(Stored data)
────────────────

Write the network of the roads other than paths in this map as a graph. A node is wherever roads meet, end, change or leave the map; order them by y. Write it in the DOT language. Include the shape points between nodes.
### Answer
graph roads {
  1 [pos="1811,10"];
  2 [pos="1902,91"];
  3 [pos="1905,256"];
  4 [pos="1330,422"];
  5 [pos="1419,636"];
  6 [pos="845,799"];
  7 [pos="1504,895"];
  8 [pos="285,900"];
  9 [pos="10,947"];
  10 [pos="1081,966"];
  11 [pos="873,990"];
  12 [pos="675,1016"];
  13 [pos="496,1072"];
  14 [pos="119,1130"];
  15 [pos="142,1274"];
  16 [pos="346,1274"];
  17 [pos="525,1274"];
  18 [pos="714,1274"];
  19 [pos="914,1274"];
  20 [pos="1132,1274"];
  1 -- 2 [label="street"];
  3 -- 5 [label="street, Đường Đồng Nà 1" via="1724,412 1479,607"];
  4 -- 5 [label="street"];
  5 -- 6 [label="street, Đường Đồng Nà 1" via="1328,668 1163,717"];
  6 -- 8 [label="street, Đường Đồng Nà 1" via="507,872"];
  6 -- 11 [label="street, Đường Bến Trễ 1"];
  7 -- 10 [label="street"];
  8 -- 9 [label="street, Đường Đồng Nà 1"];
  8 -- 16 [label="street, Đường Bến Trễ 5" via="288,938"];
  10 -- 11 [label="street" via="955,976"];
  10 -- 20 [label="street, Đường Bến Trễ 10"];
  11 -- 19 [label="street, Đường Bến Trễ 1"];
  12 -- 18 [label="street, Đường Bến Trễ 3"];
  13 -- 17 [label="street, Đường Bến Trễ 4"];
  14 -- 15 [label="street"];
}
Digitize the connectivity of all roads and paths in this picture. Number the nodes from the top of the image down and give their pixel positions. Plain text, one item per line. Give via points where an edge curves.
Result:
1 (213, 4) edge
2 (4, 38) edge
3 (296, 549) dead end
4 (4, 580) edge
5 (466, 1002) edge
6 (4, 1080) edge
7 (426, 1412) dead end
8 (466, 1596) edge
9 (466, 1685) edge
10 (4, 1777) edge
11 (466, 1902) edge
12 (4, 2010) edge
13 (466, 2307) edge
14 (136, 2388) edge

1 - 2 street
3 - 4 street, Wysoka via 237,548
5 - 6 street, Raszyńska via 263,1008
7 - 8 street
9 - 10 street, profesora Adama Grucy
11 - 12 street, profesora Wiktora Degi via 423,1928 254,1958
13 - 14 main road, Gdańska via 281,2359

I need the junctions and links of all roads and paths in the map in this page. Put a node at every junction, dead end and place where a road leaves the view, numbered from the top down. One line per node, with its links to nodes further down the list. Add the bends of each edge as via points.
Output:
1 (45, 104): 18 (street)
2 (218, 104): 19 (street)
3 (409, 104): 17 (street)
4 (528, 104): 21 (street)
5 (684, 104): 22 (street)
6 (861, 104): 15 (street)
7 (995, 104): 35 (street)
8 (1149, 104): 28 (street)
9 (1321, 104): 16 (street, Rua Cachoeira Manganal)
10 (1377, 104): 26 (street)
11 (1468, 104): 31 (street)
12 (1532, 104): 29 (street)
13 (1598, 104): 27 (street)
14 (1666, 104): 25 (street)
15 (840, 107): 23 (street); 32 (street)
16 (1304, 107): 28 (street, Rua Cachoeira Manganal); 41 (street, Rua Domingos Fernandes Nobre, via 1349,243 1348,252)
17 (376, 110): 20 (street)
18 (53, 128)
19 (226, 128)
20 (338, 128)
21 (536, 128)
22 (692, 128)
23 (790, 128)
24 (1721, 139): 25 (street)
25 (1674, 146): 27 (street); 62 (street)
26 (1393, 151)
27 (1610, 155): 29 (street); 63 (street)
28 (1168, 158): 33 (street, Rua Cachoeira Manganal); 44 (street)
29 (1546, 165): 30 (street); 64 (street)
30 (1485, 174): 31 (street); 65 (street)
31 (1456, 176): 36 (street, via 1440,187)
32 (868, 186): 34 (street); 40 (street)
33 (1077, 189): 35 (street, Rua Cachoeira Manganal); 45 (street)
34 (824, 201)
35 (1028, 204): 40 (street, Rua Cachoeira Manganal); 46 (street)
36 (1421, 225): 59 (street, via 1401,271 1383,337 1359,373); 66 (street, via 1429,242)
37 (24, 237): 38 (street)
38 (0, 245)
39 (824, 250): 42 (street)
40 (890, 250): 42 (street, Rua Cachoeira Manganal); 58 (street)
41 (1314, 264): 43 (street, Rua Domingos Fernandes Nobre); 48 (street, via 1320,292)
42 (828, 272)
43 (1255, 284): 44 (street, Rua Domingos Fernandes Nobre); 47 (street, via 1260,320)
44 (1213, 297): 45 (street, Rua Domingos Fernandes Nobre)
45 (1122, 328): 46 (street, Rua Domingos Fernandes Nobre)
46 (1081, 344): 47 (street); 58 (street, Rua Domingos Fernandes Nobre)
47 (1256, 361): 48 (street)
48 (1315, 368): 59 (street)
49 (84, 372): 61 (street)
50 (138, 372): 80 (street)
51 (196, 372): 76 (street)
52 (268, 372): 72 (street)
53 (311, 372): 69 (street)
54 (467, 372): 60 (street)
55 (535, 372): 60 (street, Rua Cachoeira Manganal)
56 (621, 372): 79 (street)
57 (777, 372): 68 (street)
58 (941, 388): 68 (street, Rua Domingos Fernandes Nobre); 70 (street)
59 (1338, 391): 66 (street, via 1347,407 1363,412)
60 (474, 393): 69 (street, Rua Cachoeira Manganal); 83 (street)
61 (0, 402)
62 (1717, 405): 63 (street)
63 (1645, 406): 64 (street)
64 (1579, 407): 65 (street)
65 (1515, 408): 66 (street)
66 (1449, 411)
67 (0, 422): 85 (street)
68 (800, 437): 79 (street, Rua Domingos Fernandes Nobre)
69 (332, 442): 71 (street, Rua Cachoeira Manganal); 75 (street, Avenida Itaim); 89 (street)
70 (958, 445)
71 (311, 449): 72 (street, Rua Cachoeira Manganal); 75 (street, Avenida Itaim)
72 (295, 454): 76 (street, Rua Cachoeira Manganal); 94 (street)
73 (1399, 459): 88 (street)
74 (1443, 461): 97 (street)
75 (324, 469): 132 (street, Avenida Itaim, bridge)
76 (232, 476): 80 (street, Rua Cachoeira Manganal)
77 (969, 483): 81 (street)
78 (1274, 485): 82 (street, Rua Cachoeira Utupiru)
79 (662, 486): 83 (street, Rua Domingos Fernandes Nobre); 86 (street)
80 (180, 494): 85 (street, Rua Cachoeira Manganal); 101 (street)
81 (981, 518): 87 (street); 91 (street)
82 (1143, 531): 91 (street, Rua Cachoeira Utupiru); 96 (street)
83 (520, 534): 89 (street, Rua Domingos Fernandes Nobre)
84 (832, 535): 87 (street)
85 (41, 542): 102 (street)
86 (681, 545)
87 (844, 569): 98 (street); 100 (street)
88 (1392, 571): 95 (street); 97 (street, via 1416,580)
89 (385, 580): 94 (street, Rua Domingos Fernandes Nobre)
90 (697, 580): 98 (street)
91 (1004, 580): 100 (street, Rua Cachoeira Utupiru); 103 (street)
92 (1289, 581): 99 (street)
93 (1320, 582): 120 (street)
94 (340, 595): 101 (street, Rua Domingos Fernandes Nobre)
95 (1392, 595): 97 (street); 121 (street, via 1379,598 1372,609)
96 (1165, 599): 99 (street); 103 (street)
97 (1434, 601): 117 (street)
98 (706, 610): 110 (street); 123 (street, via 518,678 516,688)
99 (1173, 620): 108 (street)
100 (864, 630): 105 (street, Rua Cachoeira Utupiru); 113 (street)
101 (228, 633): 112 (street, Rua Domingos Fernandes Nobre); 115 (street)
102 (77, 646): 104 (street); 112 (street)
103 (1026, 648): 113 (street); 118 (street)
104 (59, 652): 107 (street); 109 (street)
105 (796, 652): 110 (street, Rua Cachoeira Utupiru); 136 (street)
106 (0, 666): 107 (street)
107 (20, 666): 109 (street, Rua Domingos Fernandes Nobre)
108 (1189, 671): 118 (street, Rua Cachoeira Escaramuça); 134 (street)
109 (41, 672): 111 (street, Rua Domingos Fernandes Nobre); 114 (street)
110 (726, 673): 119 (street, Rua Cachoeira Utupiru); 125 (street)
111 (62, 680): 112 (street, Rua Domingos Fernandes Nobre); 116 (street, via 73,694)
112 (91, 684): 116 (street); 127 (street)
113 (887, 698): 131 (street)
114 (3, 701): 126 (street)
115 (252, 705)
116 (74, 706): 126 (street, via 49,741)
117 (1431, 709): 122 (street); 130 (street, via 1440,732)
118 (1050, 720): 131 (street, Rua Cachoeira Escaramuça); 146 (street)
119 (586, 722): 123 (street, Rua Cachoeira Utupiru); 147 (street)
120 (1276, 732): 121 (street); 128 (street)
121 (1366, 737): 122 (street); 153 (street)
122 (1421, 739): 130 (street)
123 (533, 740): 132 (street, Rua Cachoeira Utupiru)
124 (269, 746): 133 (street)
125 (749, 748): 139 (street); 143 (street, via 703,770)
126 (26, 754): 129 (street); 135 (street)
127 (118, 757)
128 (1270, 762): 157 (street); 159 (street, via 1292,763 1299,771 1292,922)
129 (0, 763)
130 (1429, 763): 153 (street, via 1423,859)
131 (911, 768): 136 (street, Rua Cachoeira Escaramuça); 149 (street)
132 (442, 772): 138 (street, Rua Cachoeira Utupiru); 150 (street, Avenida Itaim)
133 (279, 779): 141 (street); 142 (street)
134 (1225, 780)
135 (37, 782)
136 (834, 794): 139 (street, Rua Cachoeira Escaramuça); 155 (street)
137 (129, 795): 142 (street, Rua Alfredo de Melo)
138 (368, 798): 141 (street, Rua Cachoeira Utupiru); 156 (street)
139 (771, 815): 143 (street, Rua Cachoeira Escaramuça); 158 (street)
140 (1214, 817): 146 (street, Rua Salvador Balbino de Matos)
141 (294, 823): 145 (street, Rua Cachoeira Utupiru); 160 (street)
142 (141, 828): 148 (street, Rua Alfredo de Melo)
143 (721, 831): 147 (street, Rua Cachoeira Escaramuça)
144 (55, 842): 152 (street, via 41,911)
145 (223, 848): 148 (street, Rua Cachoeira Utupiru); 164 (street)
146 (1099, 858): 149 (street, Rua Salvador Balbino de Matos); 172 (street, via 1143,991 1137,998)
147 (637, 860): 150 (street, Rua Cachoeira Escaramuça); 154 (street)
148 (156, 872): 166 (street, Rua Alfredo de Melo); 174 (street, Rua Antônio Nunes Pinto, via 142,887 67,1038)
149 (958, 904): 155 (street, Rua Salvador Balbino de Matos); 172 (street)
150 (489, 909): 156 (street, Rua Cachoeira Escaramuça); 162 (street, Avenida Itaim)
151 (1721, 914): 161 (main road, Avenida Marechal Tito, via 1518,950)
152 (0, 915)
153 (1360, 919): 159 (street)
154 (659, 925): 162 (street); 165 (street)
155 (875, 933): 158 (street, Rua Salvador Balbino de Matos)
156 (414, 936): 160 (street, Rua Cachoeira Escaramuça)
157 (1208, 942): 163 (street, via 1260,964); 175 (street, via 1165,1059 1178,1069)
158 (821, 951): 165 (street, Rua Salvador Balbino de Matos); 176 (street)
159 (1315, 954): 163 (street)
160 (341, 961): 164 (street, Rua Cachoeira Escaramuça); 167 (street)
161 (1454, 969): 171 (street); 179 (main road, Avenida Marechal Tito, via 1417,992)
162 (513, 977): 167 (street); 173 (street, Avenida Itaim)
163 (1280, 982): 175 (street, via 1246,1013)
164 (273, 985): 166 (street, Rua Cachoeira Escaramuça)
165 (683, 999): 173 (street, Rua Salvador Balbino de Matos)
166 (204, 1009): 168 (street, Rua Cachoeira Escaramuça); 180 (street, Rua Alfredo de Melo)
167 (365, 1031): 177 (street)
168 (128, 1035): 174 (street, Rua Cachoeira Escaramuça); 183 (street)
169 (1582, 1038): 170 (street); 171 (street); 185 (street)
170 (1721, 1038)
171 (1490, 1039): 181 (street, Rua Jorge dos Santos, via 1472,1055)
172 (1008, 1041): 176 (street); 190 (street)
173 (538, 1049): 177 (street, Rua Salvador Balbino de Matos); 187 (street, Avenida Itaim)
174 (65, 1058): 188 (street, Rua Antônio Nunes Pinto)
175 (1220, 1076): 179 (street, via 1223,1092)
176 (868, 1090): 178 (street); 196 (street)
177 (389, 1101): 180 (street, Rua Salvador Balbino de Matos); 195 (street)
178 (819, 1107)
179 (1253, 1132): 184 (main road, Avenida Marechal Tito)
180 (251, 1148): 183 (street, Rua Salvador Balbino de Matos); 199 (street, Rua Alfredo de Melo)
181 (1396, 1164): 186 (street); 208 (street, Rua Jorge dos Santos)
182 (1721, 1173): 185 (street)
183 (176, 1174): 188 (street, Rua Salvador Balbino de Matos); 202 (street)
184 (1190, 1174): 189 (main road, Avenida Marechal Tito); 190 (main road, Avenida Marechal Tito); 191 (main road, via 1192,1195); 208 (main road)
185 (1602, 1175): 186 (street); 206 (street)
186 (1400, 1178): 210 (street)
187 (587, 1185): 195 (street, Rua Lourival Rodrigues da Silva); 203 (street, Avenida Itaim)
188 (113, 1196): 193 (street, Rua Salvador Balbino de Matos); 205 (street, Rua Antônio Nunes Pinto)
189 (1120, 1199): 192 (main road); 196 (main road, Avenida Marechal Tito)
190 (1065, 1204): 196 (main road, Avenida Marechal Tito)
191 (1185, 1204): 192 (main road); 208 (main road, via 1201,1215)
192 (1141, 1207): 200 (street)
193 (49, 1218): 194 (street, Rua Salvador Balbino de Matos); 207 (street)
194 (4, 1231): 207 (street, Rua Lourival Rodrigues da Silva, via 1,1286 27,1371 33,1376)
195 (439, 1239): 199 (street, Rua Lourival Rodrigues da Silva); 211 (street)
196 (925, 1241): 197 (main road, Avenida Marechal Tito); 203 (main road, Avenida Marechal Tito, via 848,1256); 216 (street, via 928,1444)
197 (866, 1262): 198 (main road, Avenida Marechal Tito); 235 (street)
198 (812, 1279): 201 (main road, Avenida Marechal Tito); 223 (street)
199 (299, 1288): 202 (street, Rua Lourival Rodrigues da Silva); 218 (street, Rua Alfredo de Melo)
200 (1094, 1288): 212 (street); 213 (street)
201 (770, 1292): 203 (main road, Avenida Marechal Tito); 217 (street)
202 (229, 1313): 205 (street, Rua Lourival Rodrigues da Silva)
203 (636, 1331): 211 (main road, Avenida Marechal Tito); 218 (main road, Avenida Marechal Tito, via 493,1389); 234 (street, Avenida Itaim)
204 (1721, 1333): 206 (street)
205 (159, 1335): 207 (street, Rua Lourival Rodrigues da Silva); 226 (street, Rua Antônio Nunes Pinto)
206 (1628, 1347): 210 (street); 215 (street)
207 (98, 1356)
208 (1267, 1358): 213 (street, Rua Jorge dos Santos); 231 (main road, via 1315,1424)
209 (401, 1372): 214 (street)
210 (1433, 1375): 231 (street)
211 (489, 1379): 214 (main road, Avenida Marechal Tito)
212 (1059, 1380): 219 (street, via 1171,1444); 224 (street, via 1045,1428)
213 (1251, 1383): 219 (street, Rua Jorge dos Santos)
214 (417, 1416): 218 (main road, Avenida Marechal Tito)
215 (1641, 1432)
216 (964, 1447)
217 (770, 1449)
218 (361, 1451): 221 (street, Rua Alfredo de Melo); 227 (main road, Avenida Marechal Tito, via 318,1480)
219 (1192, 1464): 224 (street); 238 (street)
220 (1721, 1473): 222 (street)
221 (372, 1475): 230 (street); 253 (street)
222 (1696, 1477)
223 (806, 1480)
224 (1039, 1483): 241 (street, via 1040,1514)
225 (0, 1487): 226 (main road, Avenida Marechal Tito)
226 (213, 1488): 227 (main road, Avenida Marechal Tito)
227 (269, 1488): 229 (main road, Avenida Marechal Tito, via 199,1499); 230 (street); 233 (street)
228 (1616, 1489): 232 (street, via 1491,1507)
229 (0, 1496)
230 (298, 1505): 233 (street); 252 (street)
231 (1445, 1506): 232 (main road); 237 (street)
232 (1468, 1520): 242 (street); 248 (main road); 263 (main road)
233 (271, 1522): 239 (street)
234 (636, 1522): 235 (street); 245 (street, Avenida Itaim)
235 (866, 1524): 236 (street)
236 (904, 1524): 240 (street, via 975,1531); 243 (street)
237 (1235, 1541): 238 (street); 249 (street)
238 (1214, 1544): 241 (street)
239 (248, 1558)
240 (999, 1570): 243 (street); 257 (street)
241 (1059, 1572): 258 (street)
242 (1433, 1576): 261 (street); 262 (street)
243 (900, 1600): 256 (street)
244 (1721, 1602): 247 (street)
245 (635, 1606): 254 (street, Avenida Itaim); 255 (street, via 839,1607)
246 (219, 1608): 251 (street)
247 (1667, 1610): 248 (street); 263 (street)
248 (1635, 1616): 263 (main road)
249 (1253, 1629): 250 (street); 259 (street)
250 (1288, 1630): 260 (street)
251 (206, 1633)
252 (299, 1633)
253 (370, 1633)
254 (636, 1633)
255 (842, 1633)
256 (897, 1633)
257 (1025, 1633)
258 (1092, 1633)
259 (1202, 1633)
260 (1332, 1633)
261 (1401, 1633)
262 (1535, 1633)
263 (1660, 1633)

────────────────

> Problem to solve
Pull every line that holds the string "Utupiru" out of the records.

> Finished exercise
78 (1274, 485): 82 (street, Rua Cachoeira Utupiru)
82 (1143, 531): 91 (street, Rua Cachoeira Utupiru); 96 (street)
91 (1004, 580): 100 (street, Rua Cachoeira Utupiru); 103 (street)
100 (864, 630): 105 (street, Rua Cachoeira Utupiru); 113 (street)
105 (796, 652): 110 (street, Rua Cachoeira Utupiru); 136 (street)
110 (726, 673): 119 (street, Rua Cachoeira Utupiru); 125 (street)
119 (586, 722): 123 (street, Rua Cachoeira Utupiru); 147 (street)
123 (533, 740): 132 (street, Rua Cachoeira Utupiru)
132 (442, 772): 138 (street, Rua Cachoeira Utupiru); 150 (street, Avenida Itaim)
138 (368, 798): 141 (street, Rua Cachoeira Utupiru); 156 (street)
141 (294, 823): 145 (street, Rua Cachoeira Utupiru); 160 (street)
145 (223, 848): 148 (street, Rua Cachoeira Utupiru); 164 (street)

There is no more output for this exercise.